【Cakes終了】だから、浅野真澄は“初めての彼”の死を書いた―― 連載中止を乗り越え出版
許せなかったnoteの対応
浅野さんは2020年3月、ブログサービス「note」に『逝ってしまった君へ』との文章を公開した。「君」の死と、自身の思いについてつづった今回の本の原型となるものだ。彼の死から1年経っていたが、心が落ち着いているときもあれば、突発的に涙が出たり、悲しい気持ちに襲われるなど、常に彼のことが頭にあった。
「その頃は自分の頭の中に彼の死をめぐる出来事、彼にまつわる思考が止まらなかった。頭の中の大部分を占めていたので、文字にすることで整理をつけたかった。とにかく外に出さなかったら苦しかったんです」
この文章は2020年6月「cakesクリエイターコンテスト2020」で入賞し、noteが運営するメディア「cakes」での連載が決まる。浅野さんはここで、「君」の死について改めて書こうと考えていた。連載開始はその年の11月に決まり、1回書き上げるごとに編集者のチェックを受け、12回分の原稿を完成させた。だが10月に事態が一変する。「cakes」が連載していた写真家・幡野広志氏の人生相談記事で、DV被害者の相談に対し「大袈裟」などと言及し、炎上したのだ。
もちろん、浅野さんの連載とこの炎上とは何も関係がない。だが、炎上から数日後、担当編集者から自死を扱う部分はモラルを問われることがあるので、マイルドに書き直してほしいと連絡があった。
「cakesには、最後まで読めばセンセーションではなく、心が前を向くものにしたいと伝えたんですが、伝わらなかった。文章を全部読んでいるはずですし、それまで編集者とは何度もやり取りし『早く世に出したい』とまで言われていたのですが......」
リライトをすれば伝えたい部分が消えてしまう。再考を求める浅野さんに対し、cakes編集部からの返答は信じられないものだった。
「これ、フィクションってことにしませんか」
提案されたとき、目の前が真っ暗になった。フィクションと言われたとき、彼の死を軽んじられる気がし、ショックでその日は眠れなかった。以後、cake側との話は平行線のまま、時間だけが過ぎて行った。

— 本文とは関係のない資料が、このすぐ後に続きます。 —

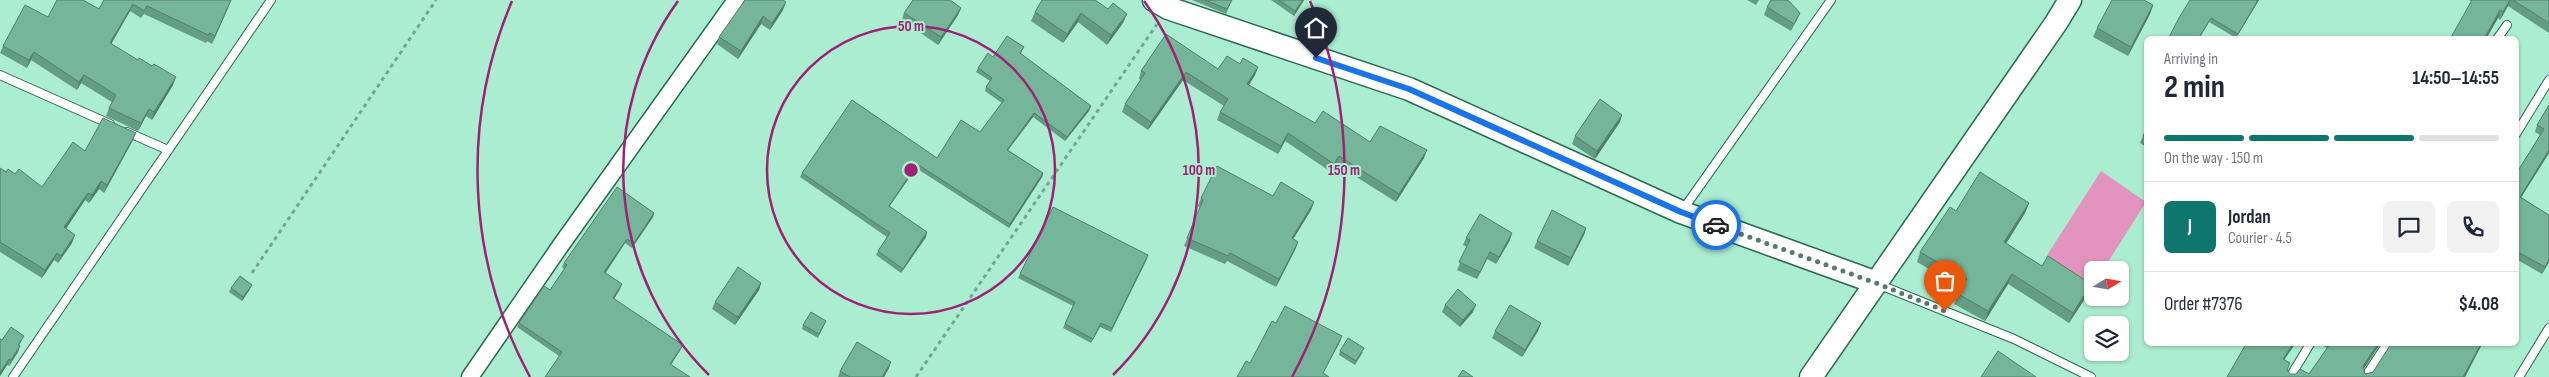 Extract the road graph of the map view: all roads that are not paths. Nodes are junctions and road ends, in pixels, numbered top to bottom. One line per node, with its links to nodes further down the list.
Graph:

11月、cakesはまたも炎上する。今度はホームレスを蔑視した記事が原因だった。やはり浅野さんの連載とは無関係にも関わらず、noteの執行役員から、連載をcakesでは掲載できないこと、原稿を一本7000円で買い取ると連絡があった。メールでは伝わらないと、直接話し合いをしたいと浅野さんが求めてもnote側は対面での説明を避け続けた。
「ただcakesの人たちは2度の炎上の理由がよくわかってなかったのだと思います。DVを取り上げた人生相談が炎上したのも、DVを取り上げたからではなく、DVに遭った方を軽んじた内容だったから。ホームレスの記事も同様です。でもDVを取り上げたから、ホームレスを取り上げたから炎上したと思考が止まってしまった。編集部としてのポリシーが確立されていなかったのかもしれません。自殺を取り上げた私の連載は取り消されてしまいましたが、正直、どうすれば回避できたのかいまだにわからないんです」
浅野さんは12月、「もう書く仕事ができないかもしれない」とリスクを覚悟しながら、それでも批判を覚悟で自身のnoteに一連のnoteの対応を書き、この問題は公に知られることとなった。
数日後、noteの加藤貞顕社長は一連の騒動に対する謝罪文を掲載したが、具体的に内容が伴わない感情論だとネット上で批判を浴びた。何より浅野さんには何も響かない言葉だった。そして問題本質が分かってなかったという浅野さんの指摘通り、cakesの幡野氏の連載は2021年4月に14歳少女の性暴力・児童虐待の相談に自己責任を説き再び炎上。翌月に連載は終了した。
一方、浅野さんが連載をcakesに掲載されないことを発表すると、十数社に及ぶ出版社から浅野さんの元に出版したいと声がかかった。中には憧れた出版社からのオファーもあった。cakesやnoteの人間以外にはその価値がわかっていた。
数あるオファーの中から浅野さんは最終的に小学館での出版を決める。著名作を出している名編集者からの連絡に心を動かされたが、小学館編集者の「有名な編集者の方に負けないぐらい頑張ります」との言葉で決めた。